Linear systems are those that satisfy both homogeneity and additivity.

(i) Homogeneity: Let x be the input to a linear system and y the corresponding output, as shown in Fig. 2.1. If the input is doubled (2x), then the output is also doubled (2y). In general, a system is said to exhibit homogeneity if, for the input nx to the system, the corresponding output is ny (where n is an integer). Thus, a linear system enables us to predict the output.

FIGURE 2.1 A linear system

(ii) Additivity: For two input signals x1 and x2 applied to a linear system, let y1 and y2 be the corresponding output signals. Further, if (x1 + x2) is the input to the linear system and (y1 + y2) the corresponding output, it means that the measured response will just be the sum of its responses to each of the inputs presented separately. This property is called additivity. Homogeneity and additivity, taken together, comprise the principle of superposition.

(iii) Shift invariance: Let an input x be applied to a linear system at time t1. If the same input is applied at a different time instant t2, the two outputs should be the same except for the corresponding shift in time. A linear system that exhibits this property is called a shift-invariant linear system. All linear systems are not necessarily shift invariant.

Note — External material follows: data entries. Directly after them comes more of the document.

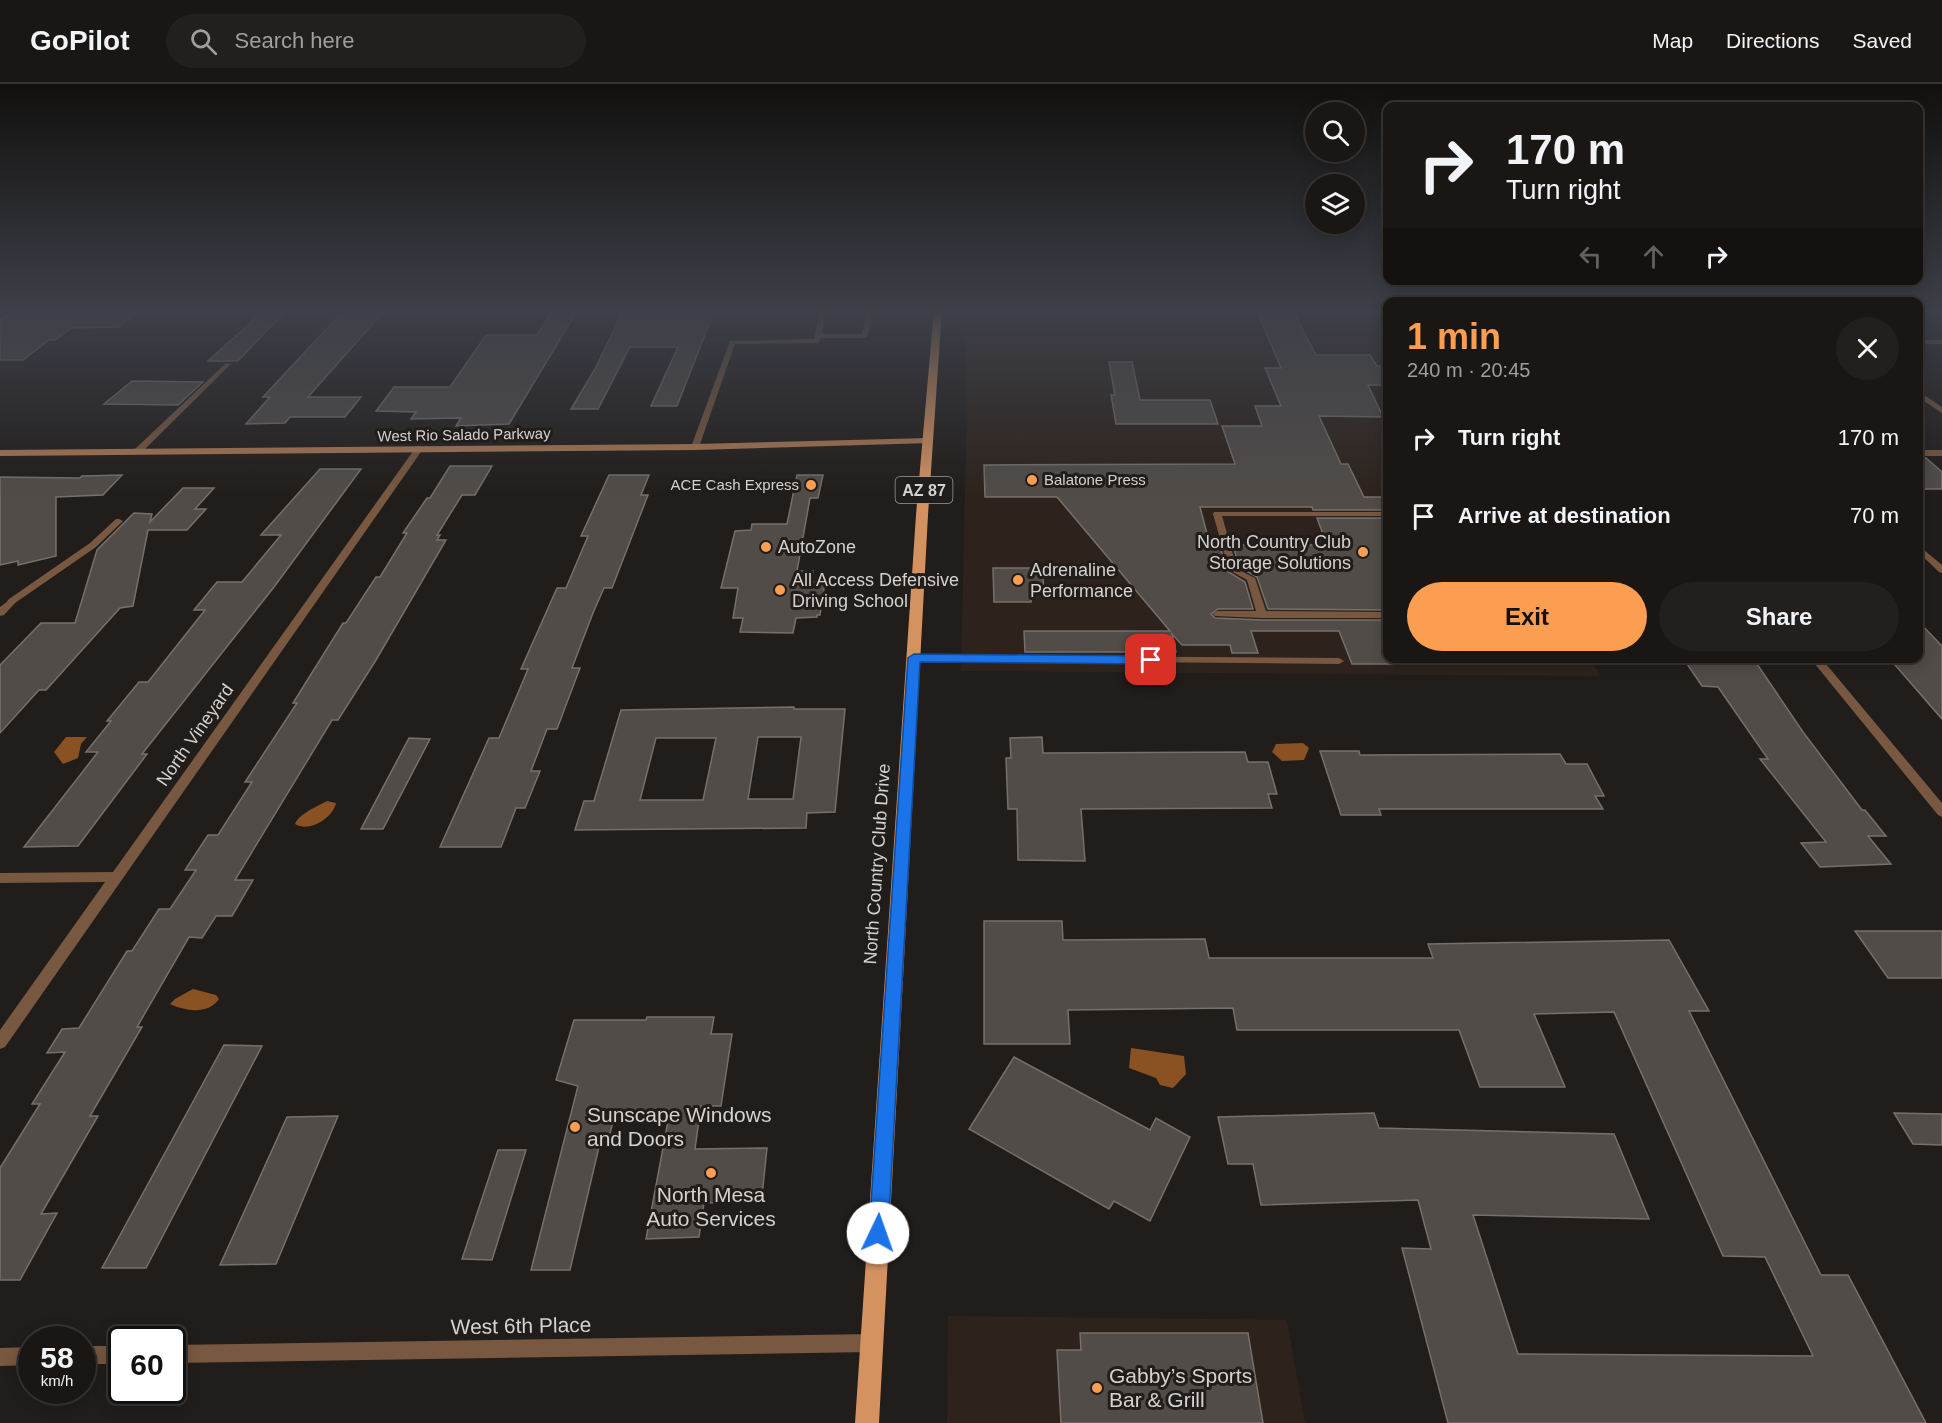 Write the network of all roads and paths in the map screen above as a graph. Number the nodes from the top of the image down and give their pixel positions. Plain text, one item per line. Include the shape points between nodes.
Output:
1 (220, 371) edge
2 (722, 371) edge
3 (933, 371) edge
4 (1923, 397) edge
5 (1942, 411) edge
6 (928, 441) junction
7 (695, 447) junction
8 (419, 449) junction
9 (138, 451) junction
10 (0, 453) edge
11 (1923, 453) edge
12 (1942, 453) edge
13 (1383, 514) edge
14 (120, 521) dead end
15 (1923, 552) edge
16 (1942, 570) edge
17 (12, 601) joint
18 (0, 613) edge
19 (1218, 614) dead end
20 (1262, 615) junction
21 (1383, 615) edge
22 (914, 658) junction
23 (1339, 661) dead end
24 (1819, 663) edge
25 (1942, 812) edge
26 (116, 877) junction
27 (0, 878) edge
28 (0, 1041) edge
29 (871, 1343) junction
30 (186, 1354) edge
31 (18, 1356) edge
32 (0, 1357) edge
33 (867, 1423) edge

1 - 9 lane
2 - 7 lane
3 - 6 main road, North Country Club Drive / AZ 87
4 - 5 street
6 - 7 main road, West Rio Salado Parkway
6 - 22 main road, North Country Club Drive / AZ 87
7 - 8 main road, West Rio Salado Parkway
8 - 9 main road, West Rio Salado Parkway
8 - 26 street, North Vineyard
9 - 10 main road, West Rio Salado Parkway
11 - 12 street
13 - 20 lane via 1217,514 1233,570 1251,578
14 - 17 lane via 93,545
15 - 16 lane
17 - 18 street
19 - 20 lane
20 - 21 lane
22 - 23 lane
22 - 29 main road, North Country Club Drive / AZ 87
24 - 25 street
26 - 27 street
26 - 28 street, North Vineyard
29 - 30 street, West 6th Place
29 - 33 main road, North Country Club Drive / AZ 87
31 - 32 street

A circuit employing linear circuit components, namely, R, L and C can be termed a linear circuit. When a sinusoidal signal is applied to either RC or RL circuits, the shape of the signal is preserved at the output, with a change in only the amplitude and the phase. However, when a non-sinusoidal signal is transmitted through a linear network, the form of the output signal is altered. The process by which the shape of a non-sinusoidal signal passed through a linear network is altered is called linear waveshaping. We study the response of high-pass RC and RL circuits to different types of inputs in the following sections.